Still, analysts at Bank of America expect another $450 billion of green, social and sustainable debt to be issued in 2021, roughly equaling this year’s issuance. Sales of green bonds, where proceeds are ring-fenced for environmental projects, will account for “the bulk” of the transactions, Bank of America said.
The Bank for International Settlements, which is often dubbed the central bank for central banks, said last month that it has seen no proof that green bonds result in lower corporate carbon emissions. The median change in carbon intensity—the ratio of carbon emissions to revenue—of green bond issuers has been minimal over time, the BIS said.
Concern about the lack of standards in the green bond market surfaced in a big way in 2017 when Spanish oil company Repsol SA became the first major refiner to sell the securities. Since then, energy companies such as Saudi Electricity have sold debt.
Investors are growing increasingly anxious about how the funds raised from green bond sales are being used, said Josh Olazabal, head of ESG and Sustainability at CreditSights Inc.
“It’s definitely something that a lot of investors are talking about, and they’re seeking more specific details from companies and better assurances from third-party sources,” he said. “Especially as green bond issuance expands to non-traditional issuers in more diverse sectors, they want to know where the proceeds are going and how green they are.”
So far, there haven’t been any notable cases of “greenwashing,” but that is an overhanging concern for purchasers of green bonds, Olazabal said.

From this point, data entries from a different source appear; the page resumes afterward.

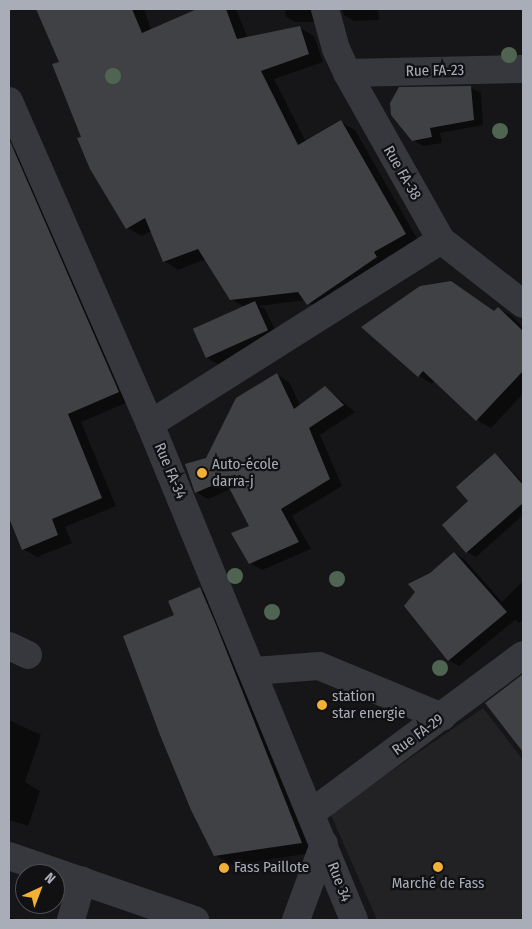 <!DOCTYPE html>
<meta charset="utf-8">
<style>
body{margin:0}
#map{position:relative;width:532px;height:929px;overflow:hidden;background:#161618;font-family:"Fira Sans Condensed",sans-serif}
div>[style]{position:absolute}
.built>*{inset:0;background:#222225}
.shadow>*{inset:0;background:#0007}
.building>*{inset:0;background:#404145;transform-origin:0 0}
.minor>*{height:28px;margin:-14px;padding:0 14px;transform-origin:14px;border-radius:14px;background:#37383d}
.trees>*{width:16px;height:16px;margin:-8px;border-radius:50%;background:#506452}
.dots>*{width:14px;height:14px;translate:-50% -50%;box-sizing:border-box;border:2px solid #111113;border-radius:50%}
span{translate:-50% -50%;white-space:nowrap;text-align:center;line-height:1.15;-webkit-text-stroke:4.5px #111113;paint-order:stroke}
.street-label{font-size:15px;color:#a8adb8}
.poi-label{font-size:15px;color:#a8adb8}
.left{translate:0 -50%;text-align:left}
.frame{position:absolute;inset:0;border:10px solid #a8adb8;pointer-events:none}
.north{position:absolute;left:15px;top:864px;width:50px;height:50px;box-sizing:border-box;background:#111113;border:1px solid #4d4f55;border-radius:50%;rotate:43deg;font-size:14px;font-weight:700;line-height:20px;text-align:center;color:#a8adb8}
.north::after{content:'';display:block;margin:auto;width:18px;height:22px;background:#f2b134;clip-path:polygon(50% 0,100% 100%,50% 72%,0 100%)}
</style>
<div id="map">
<div class="built">
<i style="clip-path:polygon(483px 708px,523px 760px,523px 920px,377px 920px,330px 813px)"></i>
</div>
<div class="shadow">
<i style="clip-path:polygon(37px 9px,144px 9px,151px 30px,200px 9px,236px 9px,248px 39px,300px 28px,314px 36px,323px 62px,274px 79px,306px 142px,341px 122px,355px 130px,419px 242px,322px 312px,306px 300px,259px 306px,265px 309px,278px 336px,218px 364px,207px 358px,245px 307px,231px 299px,206px 259px,178px 270px,164px 261px,151px 231px,142px 236px,127px 228px,83px 138px,61px 62px)"></i>
<i style="clip-path:polygon(285px 9px,321px 9px,320px 22px,295px 22px,286px 17px)"></i>
<i style="clip-path:polygon(342px 9px,378px 9px,379px 20px,354px 21px,344px 15px)"></i>
<i style="clip-path:polygon(470px 87px,481px 93px,483px 125px,440px 133px,442px 143px,423px 146px,413px 140px)"></i>
<i style="clip-path:polygon(11px 147px,26px 155px,133px 400px,81px 422px,116px 506px,65px 527px,72px 543px,37px 557px,23px 549px,9px 514px,9px 510px,14px 508px,9px 496px,9px 411px,24px 405px,9px 370px)"></i>
<i style="clip-path:polygon(451px 283px,495px 312px,498px 308px,512px 316px,523px 327px,523px 394px,491px 428px,477px 420px,435px 380px,432px 384px,419px 376px)"></i>
<i style="clip-path:polygon(277px 375px,289px 382px,300px 405px,325px 387px,355px 412px,320px 435px,342px 486px,292px 516px,311px 549px,262px 570px,250px 563px,251px 526px,231px 489px,208px 499px,196px 492px,207px 459px)"></i>
<i style="clip-path:polygon(495px 454px,523px 482px,523px 515px,476px 557px,467px 552px,470px 501px)"></i>
<i style="clip-path:polygon(454px 553px,464px 559px,502px 602px,523px 581px,523px 620px,519px 623px,515px 620px,459px 666px,448px 660px,431px 574px)"></i>
<i style="clip-path:polygon(200px 589px,217px 599px,318px 852px,233px 865px,215px 855px,176px 615px)"></i>
<i style="clip-path:polygon(523px 675px,523px 747px,487px 703px)"></i>
<i style="clip-path:polygon(9px 720px,41px 735px,25px 782px,40px 791px,28px 826px,9px 820px)"></i>
<i style="clip-path:polygon(9px 917px,18px 920px,9px 920px)"></i>
</div>
<div class="building">
<i style="clip-path:polygon(36px 9px,132px 9px,142px 33px,197px 9px,226px 9px,237px 39px,300px 26px,309px 54px,261px 71px,298px 145px,341px 120px,406px 234px,374px 252px,377px 257px,307px 305px,298px 292px,230px 300px,198px 249px,163px 262px,145px 218px,126px 229px,90px 169px,77px 138px,81px 137px,52px 64px,59px 62px)"></i>
<i style="clip-path:polygon(471px 86px,474px 120px,430px 128px,432px 137px,412px 141px,391px 115px,390px 103px,399px 87px)"></i>
<i style="clip-path:polygon(9px 139px,119px 392px,68px 414px,102px 498px,52px 519px,58px 535px,22px 550px,9px 518px)"></i>
<i style="clip-path:polygon(451px 281px,494px 311px,498px 307px,523px 331px,523px 371px,476px 421px,423px 371px,418px 377px,361px 327px,420px 286px)"></i>
<i style="left:255px;top:301px;width:32px;height:68px;rotate:66deg"></i>
<i style="clip-path:polygon(277px 373px,294px 409px,325px 386px,344px 405px,309px 428px,330px 479px,281px 509px,299px 542px,249px 564px,231px 533px,249px 526px,225px 480px,195px 493px,185px 464px,206px 458px,236px 398px)"></i>
<i style="clip-path:polygon(495px 453px,523px 485px,523px 503px,466px 553px,442px 525px,468px 501px,456px 487px)"></i>
<i style="clip-path:polygon(454px 552px,507px 612px,448px 661px,404px 606px,415px 592px,408px 584px,430px 573px)"></i>
<i style="clip-path:polygon(200px 587px,217px 627px,302px 843px,214px 856px,191px 810px,160px 735px,123px 636px,174px 615px,168px 601px)"></i>
<i style="clip-path:polygon(523px 674px,523px 752px,485px 703px)"></i>
</div>
<div class="minor">
<i style="left:325px;top:9px;width:41px;rotate:74.6deg"></i>
<i style="left:336px;top:49px;width:26px;rotate:65deg"></i>
<i style="left:347px;top:73px;width:192px;rotate:60.6deg"></i>
<i style="left:441px;top:240px;width:104px;rotate:38deg"></i>
<i style="left:347px;top:73px;width:176px;rotate:-1.3deg"></i>
<i style="left:9px;top:101px;width:352px;rotate:66.4deg"></i>
<i style="left:150px;top:424px;width:536px;rotate:67.64deg"></i>
<i style="left:150px;top:424px;width:344px;rotate:-32.3deg"></i>
<i style="left:9px;top:646px;width:21px;rotate:25deg"></i>
<i style="left:253px;top:671px;width:66px;rotate:-4.3deg"></i>
<i style="left:319px;top:666px;width:133px;rotate:22.5deg"></i>
<i style="left:311px;top:813px;width:264px;rotate:-36.7deg"></i>
<i style="left:9px;top:856px;width:197px;rotate:19deg"></i>
<i style="left:71px;top:920px;width:41px;rotate:-74.2deg"></i>
<i style="left:296px;top:920px;width:81px;rotate:-69.8deg"></i>
</div>
<div class="trees">
<i style="left:509px;top:55px"></i>
<i style="left:113px;top:76px"></i>
<i style="left:500px;top:131px"></i>
<i style="left:235px;top:576px"></i>
<i style="left:337px;top:579px"></i>
<i style="left:272px;top:612px"></i>
<i style="left:440px;top:668px"></i>
</div>
<div class="dots">
<i style="left:202px;top:473px;background:#f2b134"></i>
<i style="left:322px;top:705px;background:#f2b134"></i>
<i style="left:438px;top:867px;background:#f2b134"></i>
<i style="left:224px;top:868px;background:#f2b134"></i>
</div>
<div class="street-label">
<span style="left:435px;top:71px;rotate:-1deg">Rue FA-23</span>
<span style="left:402px;top:173px;rotate:60deg">Rue FA-38</span>
<span style="left:170px;top:471px;rotate:67deg">Rue FA-34</span>
<span style="left:418px;top:735px;rotate:-36deg">Rue FA-29</span>
<span style="left:339px;top:882px;rotate:69deg">Rue 34</span>
</div>
<div class="poi-label">
<span class="left" style="left:212px;top:473px">Auto-école<br>darra-j</span>
<span class="left" style="left:332px;top:705px">station<br>star energie</span>
<span class="left" style="left:234px;top:868px">Fass Paillote</span>
<span style="left:438px;top:884px">Marché de Fass</span>
</div>
<div class="frame"></div>
<div class="north">N</div>
</div>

It also explains why lawmakers in Europe want to establish a set of standards by next year for what really counts as “green” for projects that are funded by such debt. The European Union needs the rulebook before the region goes ahead with its planned 225 billion euro ($265 billion) offering of green securities.
“The integration of environmental, social and governance criteria has never been more important for investors than in 2020,” said Maia Godemer, a sustainable finance associate at BNEF, which tracks green bond issuance. “It is not only likely that these varieties of financing will grow in volumes in coming years, but we will see further innovation.”
More than half of this year’s $200 billion of green bond sales came from Europe, the Middle East and Africa. The growth has now pushed the wider sustainable debt market to more than $2 trillion, BNEF reported. That includes bonds to fund social projects, which have seen a three-fold jump this year in the wake of COVID-19.